JURY TRIAL-VIOLATION OF HEALTH ACT.-1898.

(1) A jury trial is not permitted by the Health act of 1887. Gen. Stat., p. 1638, § 18. (2) To sustain a judgment under that act there must be a conviction in the form prescribed by the supplement of 1888. Gen. Stat., p. 1642, § 41. Board of Health of Woodbridge v. McEwen, 39 Atl Rep. 909.

ORDINANCE-PLEADING

-NUISANCE- —ABATEMENT.-1898.

(1) A bill alleging the passing of an ordinance declaring a nuisance need not allege the observance of all proper formality in its passage, but merely that the ordinance exists. (2) A bill alleging the maintenance of a large hog-pen in a thickly-settled part of a village, which contains offensive matter and emits foul odors, so as to be detrimental to the health of the people living in the neighborhood, and compels them at times to keep their windows and doors closed because the stench is so unbearable, besides being hazardous to their health as well as that of the passing public, charges the existence of a public nuisance, which act (1887), section 28 (Gen. Stat., p. 1640), authorizes the board of health to sue to abate, independent of any code of ordinances of its own. Board of Health of Raritan Town v. Henzler, 41 Atl. Rep. 228.

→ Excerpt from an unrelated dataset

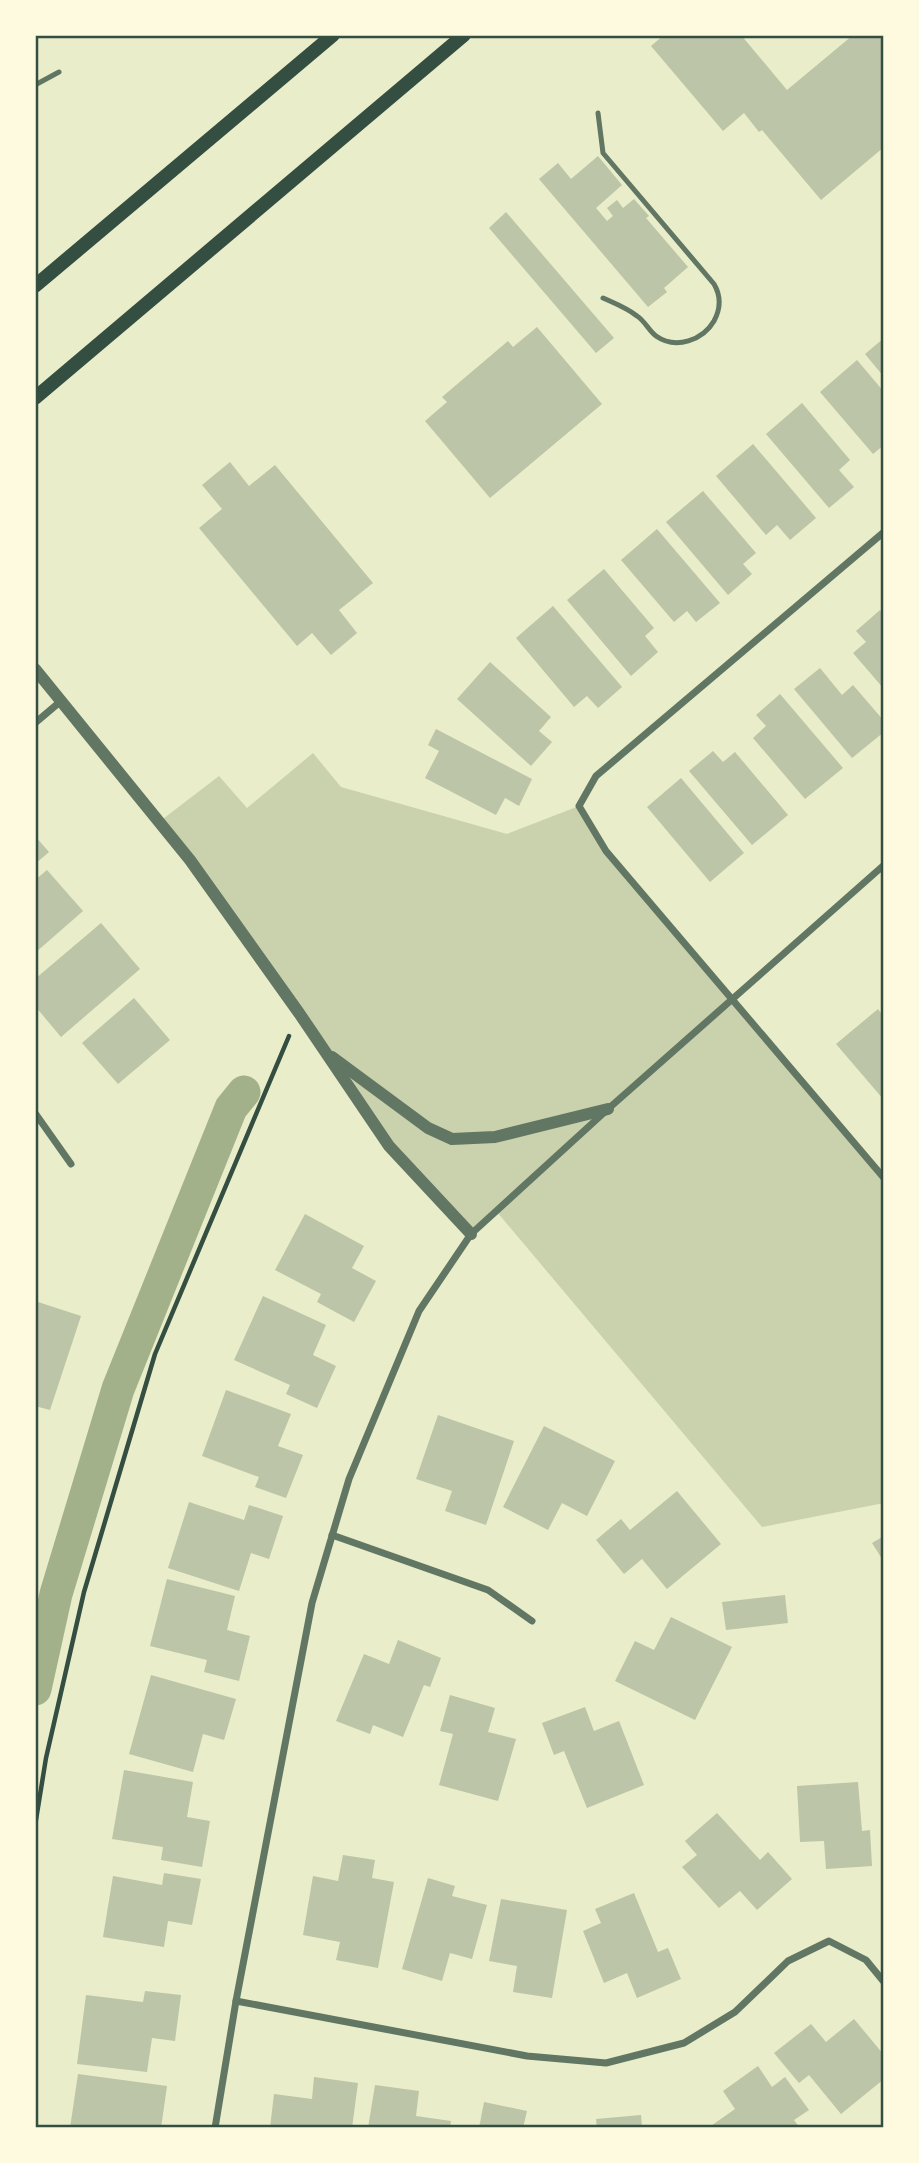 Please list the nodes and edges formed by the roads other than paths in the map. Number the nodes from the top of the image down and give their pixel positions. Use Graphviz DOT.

LICENSE-MILK VENDERS.-1899.

A license fee of $2, required of milk venders by an ordinance of the board of health of Hoboken, is valid. It is not for the purposes of revenue, but is a reasonable compensation for the expense of issuing license and making the necessary inspection of milk. Board of Health of Hoboken v. Blanke, 44 Atl. Rep. 847.

CERTIORARI DISMISSAL--CONSTITUTIONAL LAW.-1900.

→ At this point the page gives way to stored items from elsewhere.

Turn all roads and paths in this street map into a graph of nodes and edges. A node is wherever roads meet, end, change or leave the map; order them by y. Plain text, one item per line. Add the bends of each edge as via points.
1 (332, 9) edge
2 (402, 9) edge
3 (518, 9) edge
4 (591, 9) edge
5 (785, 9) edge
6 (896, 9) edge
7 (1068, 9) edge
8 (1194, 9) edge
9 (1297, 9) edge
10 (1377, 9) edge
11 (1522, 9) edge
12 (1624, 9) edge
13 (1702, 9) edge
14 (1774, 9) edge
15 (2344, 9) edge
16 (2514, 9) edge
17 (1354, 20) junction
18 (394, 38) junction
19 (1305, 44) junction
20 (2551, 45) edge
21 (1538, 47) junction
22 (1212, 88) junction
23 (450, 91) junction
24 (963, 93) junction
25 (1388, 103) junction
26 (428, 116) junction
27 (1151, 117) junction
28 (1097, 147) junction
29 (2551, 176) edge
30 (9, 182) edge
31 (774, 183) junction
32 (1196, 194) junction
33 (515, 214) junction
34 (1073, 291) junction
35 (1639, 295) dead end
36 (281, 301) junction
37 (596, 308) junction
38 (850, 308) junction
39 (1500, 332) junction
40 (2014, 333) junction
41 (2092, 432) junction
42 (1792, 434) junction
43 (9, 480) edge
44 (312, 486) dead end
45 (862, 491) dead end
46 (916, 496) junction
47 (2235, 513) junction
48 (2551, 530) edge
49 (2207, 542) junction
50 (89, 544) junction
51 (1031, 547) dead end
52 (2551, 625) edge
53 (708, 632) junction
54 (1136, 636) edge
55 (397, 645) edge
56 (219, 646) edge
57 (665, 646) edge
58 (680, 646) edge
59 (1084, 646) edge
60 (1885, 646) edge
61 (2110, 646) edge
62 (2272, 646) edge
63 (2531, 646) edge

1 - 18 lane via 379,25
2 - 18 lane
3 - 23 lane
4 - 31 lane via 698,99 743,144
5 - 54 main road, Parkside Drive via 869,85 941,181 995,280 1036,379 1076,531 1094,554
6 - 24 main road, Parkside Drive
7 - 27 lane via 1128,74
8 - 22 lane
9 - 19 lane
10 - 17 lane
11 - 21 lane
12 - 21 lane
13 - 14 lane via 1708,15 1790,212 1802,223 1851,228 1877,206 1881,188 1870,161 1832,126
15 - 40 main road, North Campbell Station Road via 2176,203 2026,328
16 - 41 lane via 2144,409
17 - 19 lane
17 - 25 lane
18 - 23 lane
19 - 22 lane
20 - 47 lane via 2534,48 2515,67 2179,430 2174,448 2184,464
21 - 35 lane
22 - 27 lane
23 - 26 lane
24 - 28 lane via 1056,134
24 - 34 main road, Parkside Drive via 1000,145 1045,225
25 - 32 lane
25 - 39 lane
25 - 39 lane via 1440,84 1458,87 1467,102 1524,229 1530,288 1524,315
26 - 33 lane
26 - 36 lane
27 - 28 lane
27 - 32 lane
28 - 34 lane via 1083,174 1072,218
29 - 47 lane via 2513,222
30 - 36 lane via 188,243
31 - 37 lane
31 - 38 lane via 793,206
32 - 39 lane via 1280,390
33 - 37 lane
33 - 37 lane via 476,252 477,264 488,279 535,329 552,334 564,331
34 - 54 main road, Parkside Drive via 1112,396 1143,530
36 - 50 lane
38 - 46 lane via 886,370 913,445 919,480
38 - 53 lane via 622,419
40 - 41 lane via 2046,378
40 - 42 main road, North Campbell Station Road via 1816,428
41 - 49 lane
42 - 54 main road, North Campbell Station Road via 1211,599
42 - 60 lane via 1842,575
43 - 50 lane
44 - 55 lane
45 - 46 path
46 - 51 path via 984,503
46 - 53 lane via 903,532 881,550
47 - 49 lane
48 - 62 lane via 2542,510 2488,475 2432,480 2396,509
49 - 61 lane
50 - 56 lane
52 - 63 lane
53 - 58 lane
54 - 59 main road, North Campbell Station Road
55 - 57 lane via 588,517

The prosecutor sued out a certiorari to reverse a judgment rendered against him on a complaint which purported to rest on a penal statute, and assigned various reasons for reversal, the first being that the complaint failed to show the commission of an offense within the statute, and others being that the statute was unconstitutional. Afterwards, by stipulation, he confined his objections to the constitutional questions. Held, that, as the complainant did not present a case within the statute, the constitutional question should not be considered and the writ should be dismissed. Board of Health of Newark v. Forgerson, 45 Atl. Rep. 783.

VIOLATION OF ORDINANCE-CONVICTION SET ASIDE.

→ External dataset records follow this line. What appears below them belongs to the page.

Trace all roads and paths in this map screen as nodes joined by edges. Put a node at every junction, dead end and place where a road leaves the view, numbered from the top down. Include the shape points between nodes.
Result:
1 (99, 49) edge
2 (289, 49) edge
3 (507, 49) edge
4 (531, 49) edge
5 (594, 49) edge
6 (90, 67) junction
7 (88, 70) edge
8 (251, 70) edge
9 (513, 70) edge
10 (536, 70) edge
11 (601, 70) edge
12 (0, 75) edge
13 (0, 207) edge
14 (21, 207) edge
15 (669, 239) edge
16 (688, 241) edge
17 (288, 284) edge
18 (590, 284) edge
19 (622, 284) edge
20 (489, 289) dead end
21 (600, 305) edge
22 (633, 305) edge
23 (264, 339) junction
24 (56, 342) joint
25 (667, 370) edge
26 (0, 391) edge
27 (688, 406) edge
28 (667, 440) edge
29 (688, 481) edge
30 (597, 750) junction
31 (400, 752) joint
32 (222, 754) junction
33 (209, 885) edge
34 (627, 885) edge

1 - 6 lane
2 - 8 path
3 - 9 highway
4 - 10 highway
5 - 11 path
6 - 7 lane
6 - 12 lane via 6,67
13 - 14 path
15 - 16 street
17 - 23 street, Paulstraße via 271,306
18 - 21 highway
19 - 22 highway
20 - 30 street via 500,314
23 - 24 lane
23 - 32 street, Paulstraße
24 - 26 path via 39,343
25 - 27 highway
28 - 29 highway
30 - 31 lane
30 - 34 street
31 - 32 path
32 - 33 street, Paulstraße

1. A conviction of a defendant in a proceeding for the violation of a borough ordinance, which finds him "guilty of violating section 76 of the ordinance," is not good. The conviction must be of the thing interdicted and made an offence by the ordinance, not of violating the ordinance itself.

2. An ordinance which imposes a penalty for failure to file with the secretary of the board of health a plan of the contemplated plumbing work, "signed by the owner," will not be held to impose a liability to such a penalty upon the plumber who may be engaged by the owner to do the work. The duty imposed by the ordinance is cast upon the owner, and he only is liable for such failure.

3. A penal ordinance will not be held to create a liability where the words are not clear in fixing it.

(Syllabus by the court.)

Certiorari by the State, on the prosecution of George H. Werner and others, against the board of health of the borough of Glen Ridge, to review conviction for violation of an ordinance. Conviction set aside.

Argued June term, 1901, before Justices Van Syckel, Fort and Garretson.